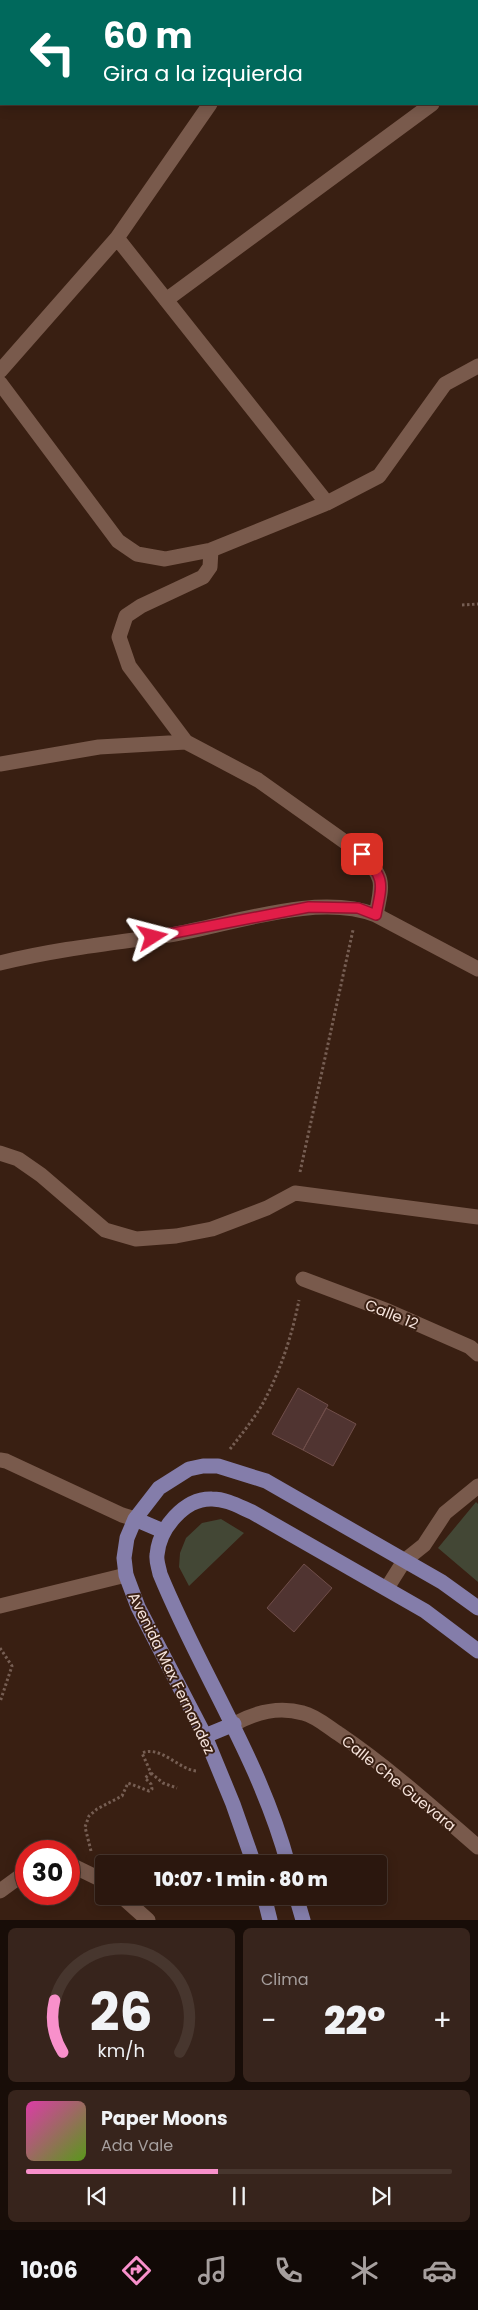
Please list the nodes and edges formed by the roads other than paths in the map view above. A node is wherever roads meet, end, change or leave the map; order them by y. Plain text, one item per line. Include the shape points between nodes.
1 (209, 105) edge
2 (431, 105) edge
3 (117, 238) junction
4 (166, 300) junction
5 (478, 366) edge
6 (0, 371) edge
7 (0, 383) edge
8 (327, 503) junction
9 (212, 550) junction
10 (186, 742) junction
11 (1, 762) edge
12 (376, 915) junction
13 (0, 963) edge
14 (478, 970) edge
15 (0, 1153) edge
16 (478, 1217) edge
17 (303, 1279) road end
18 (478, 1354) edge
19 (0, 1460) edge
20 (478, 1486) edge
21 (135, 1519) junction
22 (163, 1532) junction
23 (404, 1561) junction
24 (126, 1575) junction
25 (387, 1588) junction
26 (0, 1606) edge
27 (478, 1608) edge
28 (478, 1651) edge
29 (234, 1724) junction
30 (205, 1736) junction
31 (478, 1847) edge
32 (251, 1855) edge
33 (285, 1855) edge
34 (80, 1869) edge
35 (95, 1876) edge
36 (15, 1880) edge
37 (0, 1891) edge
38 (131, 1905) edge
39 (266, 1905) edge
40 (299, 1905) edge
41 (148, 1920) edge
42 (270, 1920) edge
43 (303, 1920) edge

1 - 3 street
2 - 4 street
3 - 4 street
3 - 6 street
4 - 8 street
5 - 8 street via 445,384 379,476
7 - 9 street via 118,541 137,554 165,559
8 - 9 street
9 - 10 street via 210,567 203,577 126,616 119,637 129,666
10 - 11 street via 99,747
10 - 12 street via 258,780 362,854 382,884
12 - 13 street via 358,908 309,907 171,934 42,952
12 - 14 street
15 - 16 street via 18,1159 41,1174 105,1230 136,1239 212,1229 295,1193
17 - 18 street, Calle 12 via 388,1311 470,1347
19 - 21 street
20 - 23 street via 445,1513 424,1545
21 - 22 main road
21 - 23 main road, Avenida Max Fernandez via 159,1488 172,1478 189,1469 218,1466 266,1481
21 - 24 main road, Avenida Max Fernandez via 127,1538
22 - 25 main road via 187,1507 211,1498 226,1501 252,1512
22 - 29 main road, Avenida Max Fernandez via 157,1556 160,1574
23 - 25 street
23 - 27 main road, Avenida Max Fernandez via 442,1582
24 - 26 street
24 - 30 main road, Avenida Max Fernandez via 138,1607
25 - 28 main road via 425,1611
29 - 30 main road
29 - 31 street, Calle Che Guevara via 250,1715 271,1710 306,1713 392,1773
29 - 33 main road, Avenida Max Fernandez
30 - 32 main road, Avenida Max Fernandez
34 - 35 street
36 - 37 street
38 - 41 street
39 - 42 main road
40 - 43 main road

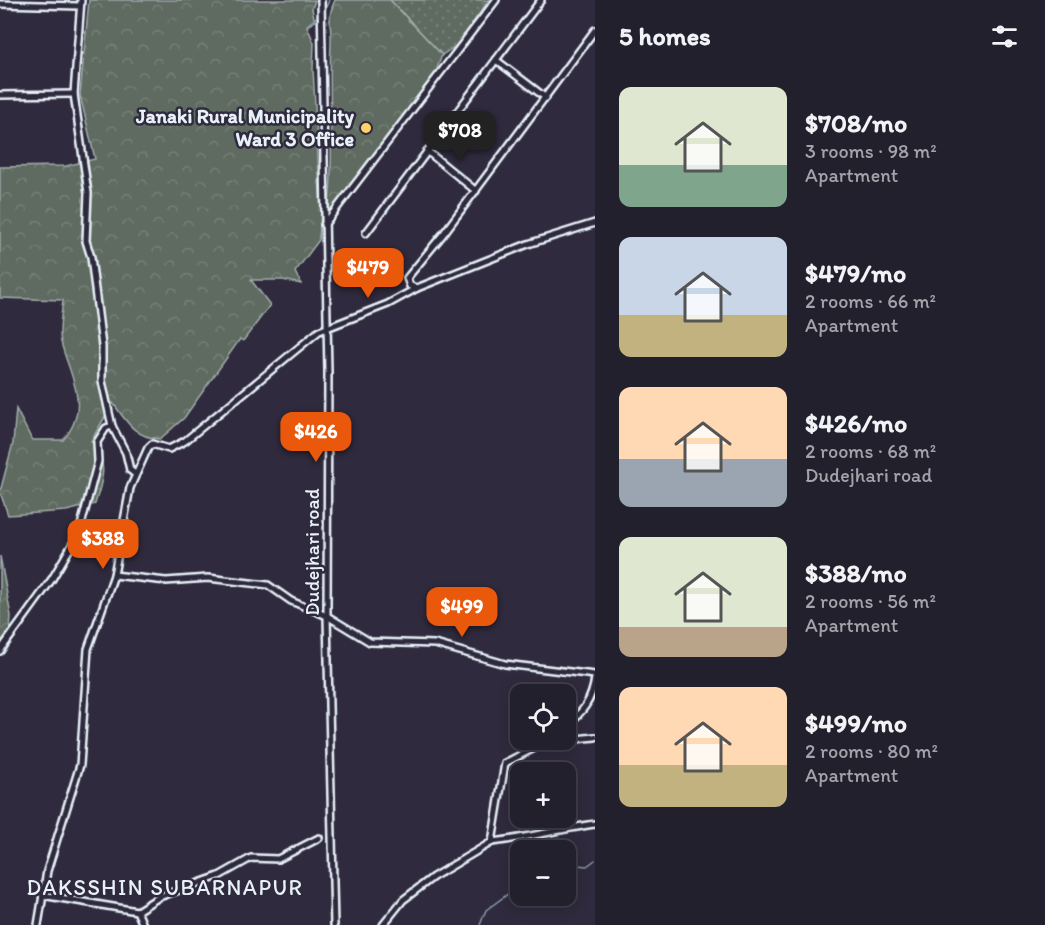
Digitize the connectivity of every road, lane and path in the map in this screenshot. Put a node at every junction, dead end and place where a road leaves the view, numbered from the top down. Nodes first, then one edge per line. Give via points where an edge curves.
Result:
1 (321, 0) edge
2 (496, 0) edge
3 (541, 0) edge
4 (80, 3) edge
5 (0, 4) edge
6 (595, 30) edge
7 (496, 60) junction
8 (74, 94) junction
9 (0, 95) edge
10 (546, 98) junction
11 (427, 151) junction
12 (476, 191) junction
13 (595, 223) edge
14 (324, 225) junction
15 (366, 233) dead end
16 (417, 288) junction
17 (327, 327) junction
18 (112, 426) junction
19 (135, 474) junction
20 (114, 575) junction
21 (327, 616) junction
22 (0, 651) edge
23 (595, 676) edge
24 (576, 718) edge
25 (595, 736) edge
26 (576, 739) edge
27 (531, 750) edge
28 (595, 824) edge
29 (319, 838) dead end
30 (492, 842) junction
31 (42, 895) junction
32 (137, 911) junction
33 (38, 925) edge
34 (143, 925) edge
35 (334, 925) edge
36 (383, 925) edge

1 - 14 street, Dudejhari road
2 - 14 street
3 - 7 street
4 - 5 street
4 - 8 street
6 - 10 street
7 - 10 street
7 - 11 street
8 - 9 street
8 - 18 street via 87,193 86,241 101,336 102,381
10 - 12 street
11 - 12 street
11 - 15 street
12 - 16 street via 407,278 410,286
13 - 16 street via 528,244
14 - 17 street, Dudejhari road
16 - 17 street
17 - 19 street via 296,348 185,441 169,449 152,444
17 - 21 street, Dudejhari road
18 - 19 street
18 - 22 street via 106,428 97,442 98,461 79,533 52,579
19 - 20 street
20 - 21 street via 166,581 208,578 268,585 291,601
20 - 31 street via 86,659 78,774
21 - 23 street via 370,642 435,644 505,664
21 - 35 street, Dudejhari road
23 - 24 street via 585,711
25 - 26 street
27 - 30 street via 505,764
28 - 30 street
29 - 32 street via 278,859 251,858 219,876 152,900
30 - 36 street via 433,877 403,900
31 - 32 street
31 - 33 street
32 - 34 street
* * *
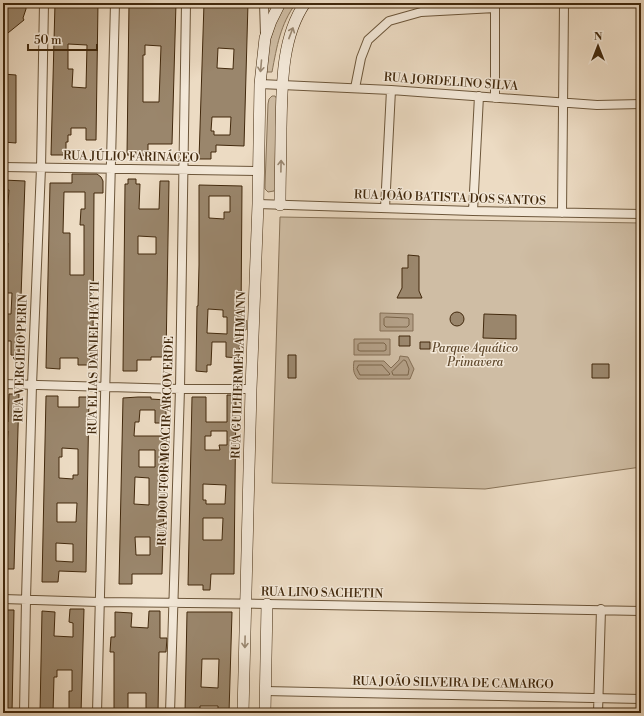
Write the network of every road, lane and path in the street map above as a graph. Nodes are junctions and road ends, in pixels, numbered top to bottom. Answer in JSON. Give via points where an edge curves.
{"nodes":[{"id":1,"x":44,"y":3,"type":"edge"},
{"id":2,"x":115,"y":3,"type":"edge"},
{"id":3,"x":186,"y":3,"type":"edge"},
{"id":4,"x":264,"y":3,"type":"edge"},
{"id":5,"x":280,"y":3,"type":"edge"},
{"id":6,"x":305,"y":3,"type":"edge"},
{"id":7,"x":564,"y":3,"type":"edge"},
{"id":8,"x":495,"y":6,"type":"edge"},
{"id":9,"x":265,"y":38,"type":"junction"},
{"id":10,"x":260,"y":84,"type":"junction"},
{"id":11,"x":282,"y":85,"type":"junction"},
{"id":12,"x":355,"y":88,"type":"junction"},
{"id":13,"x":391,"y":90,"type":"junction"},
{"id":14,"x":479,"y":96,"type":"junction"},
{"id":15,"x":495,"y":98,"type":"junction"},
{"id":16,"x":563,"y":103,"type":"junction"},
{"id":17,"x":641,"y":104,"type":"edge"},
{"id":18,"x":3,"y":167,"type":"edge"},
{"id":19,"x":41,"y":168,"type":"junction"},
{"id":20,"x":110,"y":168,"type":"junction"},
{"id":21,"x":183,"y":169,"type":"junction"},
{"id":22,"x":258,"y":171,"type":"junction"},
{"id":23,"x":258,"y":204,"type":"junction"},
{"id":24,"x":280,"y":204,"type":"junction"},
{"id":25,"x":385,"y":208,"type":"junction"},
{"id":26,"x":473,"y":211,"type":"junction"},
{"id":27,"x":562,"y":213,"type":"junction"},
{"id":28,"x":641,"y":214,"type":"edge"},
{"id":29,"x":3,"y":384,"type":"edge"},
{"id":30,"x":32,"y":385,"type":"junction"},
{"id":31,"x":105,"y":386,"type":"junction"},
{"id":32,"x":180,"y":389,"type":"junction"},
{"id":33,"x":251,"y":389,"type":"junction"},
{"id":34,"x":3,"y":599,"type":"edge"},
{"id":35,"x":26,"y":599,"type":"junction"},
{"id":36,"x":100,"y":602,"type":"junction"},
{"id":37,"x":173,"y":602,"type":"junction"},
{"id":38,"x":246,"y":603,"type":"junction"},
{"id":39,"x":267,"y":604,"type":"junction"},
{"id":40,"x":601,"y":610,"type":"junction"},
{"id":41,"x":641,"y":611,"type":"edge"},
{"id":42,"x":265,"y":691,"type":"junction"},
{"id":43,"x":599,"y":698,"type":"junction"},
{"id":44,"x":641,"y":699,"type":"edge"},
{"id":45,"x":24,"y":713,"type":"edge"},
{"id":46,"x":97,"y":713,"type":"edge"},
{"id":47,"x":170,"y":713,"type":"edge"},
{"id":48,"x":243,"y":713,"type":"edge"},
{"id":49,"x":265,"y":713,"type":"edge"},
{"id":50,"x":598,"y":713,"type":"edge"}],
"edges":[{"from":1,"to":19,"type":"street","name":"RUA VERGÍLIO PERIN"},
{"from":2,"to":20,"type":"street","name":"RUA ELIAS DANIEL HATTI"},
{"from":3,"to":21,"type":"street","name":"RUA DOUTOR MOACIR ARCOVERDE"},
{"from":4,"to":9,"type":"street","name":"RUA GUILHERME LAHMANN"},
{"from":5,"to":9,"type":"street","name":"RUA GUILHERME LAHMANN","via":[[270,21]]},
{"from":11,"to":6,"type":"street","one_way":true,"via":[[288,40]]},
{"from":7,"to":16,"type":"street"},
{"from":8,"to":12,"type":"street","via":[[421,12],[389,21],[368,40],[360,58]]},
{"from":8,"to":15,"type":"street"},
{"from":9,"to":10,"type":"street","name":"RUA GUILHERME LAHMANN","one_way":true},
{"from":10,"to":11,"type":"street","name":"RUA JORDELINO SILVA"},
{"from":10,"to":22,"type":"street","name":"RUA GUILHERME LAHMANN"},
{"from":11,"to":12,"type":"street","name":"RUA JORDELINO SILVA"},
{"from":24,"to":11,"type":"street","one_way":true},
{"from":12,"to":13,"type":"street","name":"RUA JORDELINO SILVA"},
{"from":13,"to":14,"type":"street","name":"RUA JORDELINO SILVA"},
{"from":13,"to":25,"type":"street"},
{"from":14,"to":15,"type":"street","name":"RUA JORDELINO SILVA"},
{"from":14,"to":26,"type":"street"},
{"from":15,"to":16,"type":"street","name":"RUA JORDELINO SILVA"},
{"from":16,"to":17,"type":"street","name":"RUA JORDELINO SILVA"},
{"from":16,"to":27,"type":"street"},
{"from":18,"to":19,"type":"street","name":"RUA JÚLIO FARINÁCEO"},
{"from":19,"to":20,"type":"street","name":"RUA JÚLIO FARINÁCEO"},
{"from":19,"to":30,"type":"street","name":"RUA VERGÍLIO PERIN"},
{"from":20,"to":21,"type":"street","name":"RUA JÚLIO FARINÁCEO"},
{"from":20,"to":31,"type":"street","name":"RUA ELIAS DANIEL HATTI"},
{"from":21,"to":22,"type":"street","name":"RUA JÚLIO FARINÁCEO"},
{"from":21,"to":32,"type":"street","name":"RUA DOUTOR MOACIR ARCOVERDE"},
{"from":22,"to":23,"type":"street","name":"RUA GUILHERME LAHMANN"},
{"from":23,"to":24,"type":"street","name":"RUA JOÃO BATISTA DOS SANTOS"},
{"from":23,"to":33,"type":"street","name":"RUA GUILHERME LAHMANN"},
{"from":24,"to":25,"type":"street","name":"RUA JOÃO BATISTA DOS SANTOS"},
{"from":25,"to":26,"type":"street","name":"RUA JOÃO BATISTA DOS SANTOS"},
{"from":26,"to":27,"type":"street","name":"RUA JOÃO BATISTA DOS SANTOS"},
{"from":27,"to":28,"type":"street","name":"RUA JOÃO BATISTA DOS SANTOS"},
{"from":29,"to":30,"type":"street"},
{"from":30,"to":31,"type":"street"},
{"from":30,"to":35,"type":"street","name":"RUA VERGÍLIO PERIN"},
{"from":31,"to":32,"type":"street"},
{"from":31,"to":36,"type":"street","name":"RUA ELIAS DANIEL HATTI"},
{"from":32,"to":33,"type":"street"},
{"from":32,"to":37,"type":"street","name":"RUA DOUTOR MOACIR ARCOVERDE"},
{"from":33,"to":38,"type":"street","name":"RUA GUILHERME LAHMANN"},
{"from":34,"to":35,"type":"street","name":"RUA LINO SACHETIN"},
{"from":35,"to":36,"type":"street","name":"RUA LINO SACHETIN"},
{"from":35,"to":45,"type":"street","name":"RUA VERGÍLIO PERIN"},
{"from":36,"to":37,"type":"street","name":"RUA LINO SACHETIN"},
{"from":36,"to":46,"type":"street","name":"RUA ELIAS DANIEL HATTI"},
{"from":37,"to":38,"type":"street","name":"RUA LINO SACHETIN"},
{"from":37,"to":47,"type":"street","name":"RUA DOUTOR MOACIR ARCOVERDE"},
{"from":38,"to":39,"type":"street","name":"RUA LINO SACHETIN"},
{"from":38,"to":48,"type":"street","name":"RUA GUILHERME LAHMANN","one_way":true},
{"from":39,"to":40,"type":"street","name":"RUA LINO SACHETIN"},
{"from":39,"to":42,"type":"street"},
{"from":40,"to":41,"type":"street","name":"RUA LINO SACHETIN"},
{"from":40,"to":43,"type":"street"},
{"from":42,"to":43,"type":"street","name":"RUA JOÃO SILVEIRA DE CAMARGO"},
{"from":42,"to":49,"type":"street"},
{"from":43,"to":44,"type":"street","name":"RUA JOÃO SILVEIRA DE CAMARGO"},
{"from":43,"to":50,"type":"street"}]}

→ **Assignment**:
From the entries above, copy out every line where the string "Dudejhari" appears.

→ **Reply**:
1 - 14 street, Dudejhari road
14 - 17 street, Dudejhari road
17 - 21 street, Dudejhari road
21 - 35 street, Dudejhari road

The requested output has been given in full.